▶ [DATA TO PROCESS]:
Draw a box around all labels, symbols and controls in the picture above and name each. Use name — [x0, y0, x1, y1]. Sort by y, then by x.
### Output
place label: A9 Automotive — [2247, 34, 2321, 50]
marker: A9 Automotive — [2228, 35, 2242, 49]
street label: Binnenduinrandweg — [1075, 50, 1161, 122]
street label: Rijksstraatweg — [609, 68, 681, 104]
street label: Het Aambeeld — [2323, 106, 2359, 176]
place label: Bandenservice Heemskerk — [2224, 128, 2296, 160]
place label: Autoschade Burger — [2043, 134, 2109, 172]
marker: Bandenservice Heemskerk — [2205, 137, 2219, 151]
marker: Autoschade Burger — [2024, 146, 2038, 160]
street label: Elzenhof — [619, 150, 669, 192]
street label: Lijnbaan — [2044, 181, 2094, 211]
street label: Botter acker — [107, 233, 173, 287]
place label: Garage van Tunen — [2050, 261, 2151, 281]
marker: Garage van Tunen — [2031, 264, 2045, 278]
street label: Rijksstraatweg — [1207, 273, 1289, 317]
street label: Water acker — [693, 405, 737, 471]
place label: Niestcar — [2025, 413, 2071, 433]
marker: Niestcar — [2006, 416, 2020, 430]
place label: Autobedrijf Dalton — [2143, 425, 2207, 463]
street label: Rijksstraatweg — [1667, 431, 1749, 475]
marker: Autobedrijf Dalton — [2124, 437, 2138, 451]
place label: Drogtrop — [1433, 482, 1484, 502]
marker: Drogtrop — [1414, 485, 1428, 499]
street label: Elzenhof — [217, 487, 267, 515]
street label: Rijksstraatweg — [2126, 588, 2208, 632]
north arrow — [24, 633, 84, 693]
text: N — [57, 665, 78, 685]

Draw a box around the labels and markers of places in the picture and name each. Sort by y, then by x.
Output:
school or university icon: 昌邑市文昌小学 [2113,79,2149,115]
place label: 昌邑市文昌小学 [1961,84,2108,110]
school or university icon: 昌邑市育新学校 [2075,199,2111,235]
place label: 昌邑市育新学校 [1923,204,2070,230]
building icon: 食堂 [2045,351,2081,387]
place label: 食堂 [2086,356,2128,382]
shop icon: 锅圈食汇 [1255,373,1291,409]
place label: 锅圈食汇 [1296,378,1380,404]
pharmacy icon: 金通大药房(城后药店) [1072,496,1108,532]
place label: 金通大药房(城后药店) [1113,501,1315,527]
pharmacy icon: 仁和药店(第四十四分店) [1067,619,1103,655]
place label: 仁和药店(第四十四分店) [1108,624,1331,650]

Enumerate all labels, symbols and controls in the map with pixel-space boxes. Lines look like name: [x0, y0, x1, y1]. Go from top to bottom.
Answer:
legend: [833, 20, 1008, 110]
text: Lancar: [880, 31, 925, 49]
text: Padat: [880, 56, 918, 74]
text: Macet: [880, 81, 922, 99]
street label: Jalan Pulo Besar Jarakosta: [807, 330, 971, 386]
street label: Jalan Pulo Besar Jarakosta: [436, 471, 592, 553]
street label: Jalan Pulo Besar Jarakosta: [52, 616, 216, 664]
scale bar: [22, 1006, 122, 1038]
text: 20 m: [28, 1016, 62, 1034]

▶ [ABOUT THIS EXERCISE]: Please go through the listing and return each line that has "controls" in it.

▶ [REPLY TO THE EXERCISE]:
Draw a box around all labels, symbols and controls in the picture above and name each. Use name — [x0, y0, x1, y1]. Sort by y, then by x.
Enumerate all labels, symbols and controls in the map with pixel-space boxes. Lines look like name: [x0, y0, x1, y1]. Go from top to bottom.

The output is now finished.